ISSN Imprimir: 0731-8898
ISSN En Línea: 2162-6537

Journal of Environmental Pathology, Toxicology and Oncology

DOI: 10.1615/JEnvPathToxOncol.v23.i2.40
6 pages

Modification of Thymocytes Membrane Radiooxidative Damage and Apoptosis by Eugenol

Badri Narain Pandey
Radiation Biology & Health Sciences Division, Bhabha Atomic Research Centre, Mumbai, India
Kaushala Prasad Mishra
Department of Life Sciences, University of Mumbai, Mumbai, India; Nehru Gram Bharati University, Allahabad, UP, India; Foundation for Education and Research, India and BM International Research Centre, Mumbai, India

SINOPSIS

Radiation-induced membrane oxidative damage, generation of reactive oxygen species (ROS), and cellular apoptosis, as well as their modification by a natural antioxidant from plant source, eugenol, have been investigated in mouse thymocytes.Thymocyte suspension was irradiated by γ-rays, and the malondialdehyde (MDA) formation was measured with the thiobarbituric acid reactive species (TBARS) method.

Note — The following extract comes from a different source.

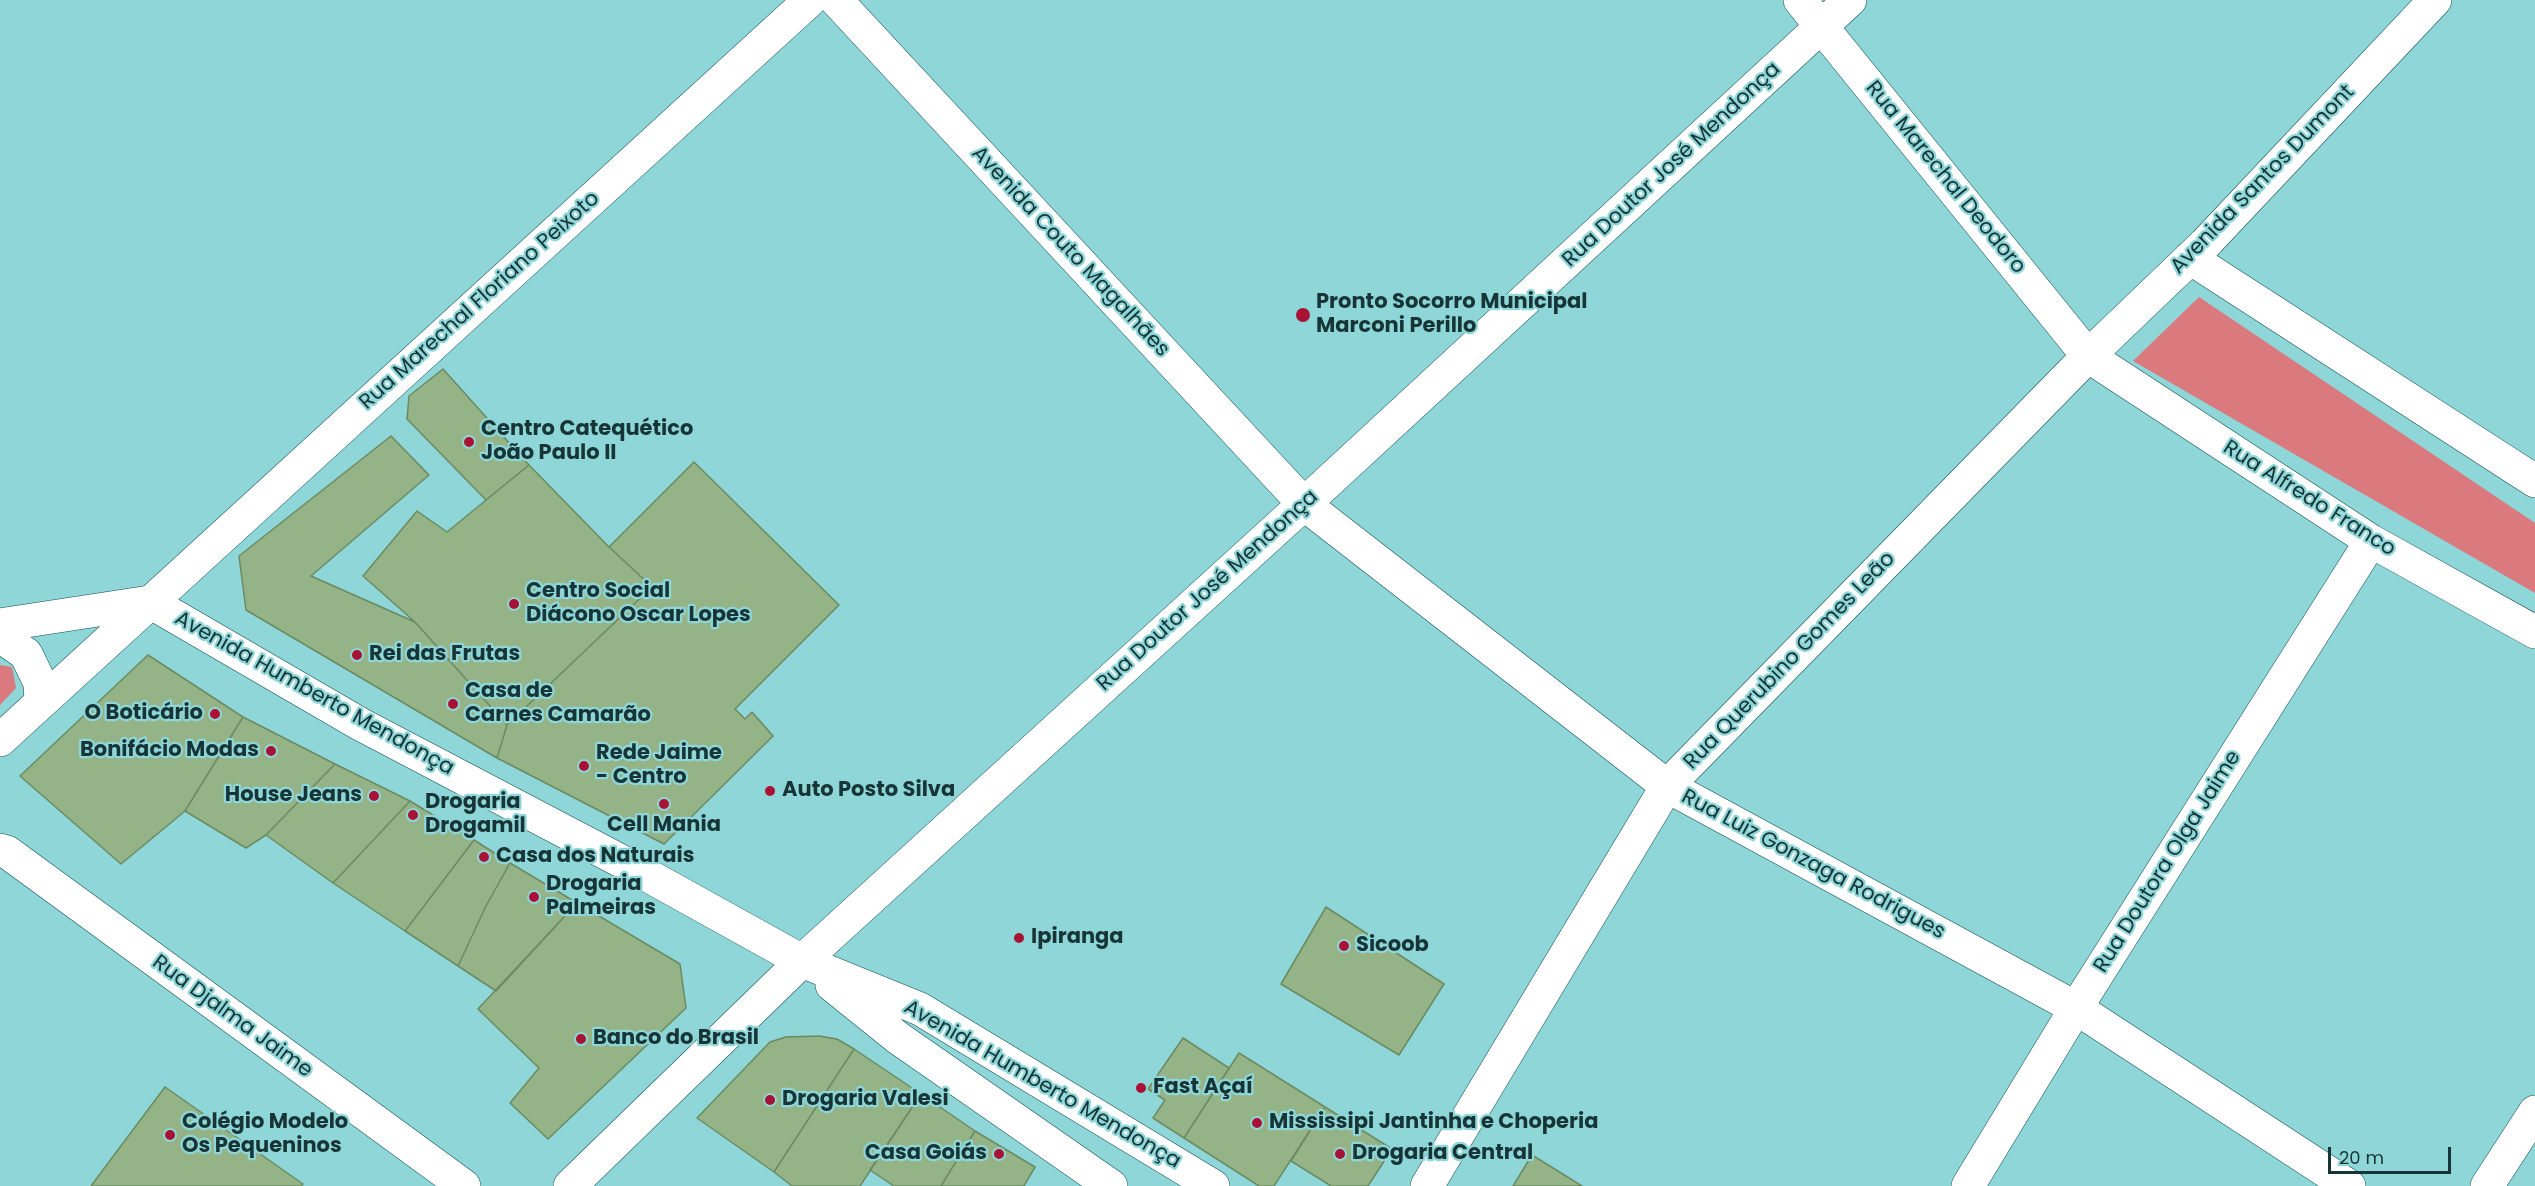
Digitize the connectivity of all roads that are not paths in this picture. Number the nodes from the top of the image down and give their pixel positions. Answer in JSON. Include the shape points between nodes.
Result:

The results showed an increase in MDA in irradiated (2 Gy) thymocytes, which was inhibited in samples treated with increasing concentrations of eugenol (10—200 μM) prior to irradiation. The concentration of eugenol required to inhibit half of the MDA formation (IC50) in irradiated thymocytes was 100 μM. A dose-dependent increase in the generation of ROS was observed in irradiated thymocytes (0.5—200 cGy) as measured by 2,7-dichlorodihydro fluorescein diacetate (DCH-FDA), which was, however, inhibited by eugenol administered before irradiation. Furthermore, experiments showed a significant decrease in thymocytes apoptosis by antioxidant as measured by annexin-V labeling protocol. The inhibition of apoptosis by membrane-localized antioxidants such as eugenol, isoeugenol, and α-tocopherol acetate was more effective than a cytosolic antioxidant such as ascorbic acid. The results suggest an effective prevention of membrane and cellular damage in irradiated thymocytes by eugenol. It is inferred that damage to membrane played a significant role in radiation-induced cellular apoptotic death, which was markedly modified by membrane-specific antioxidants.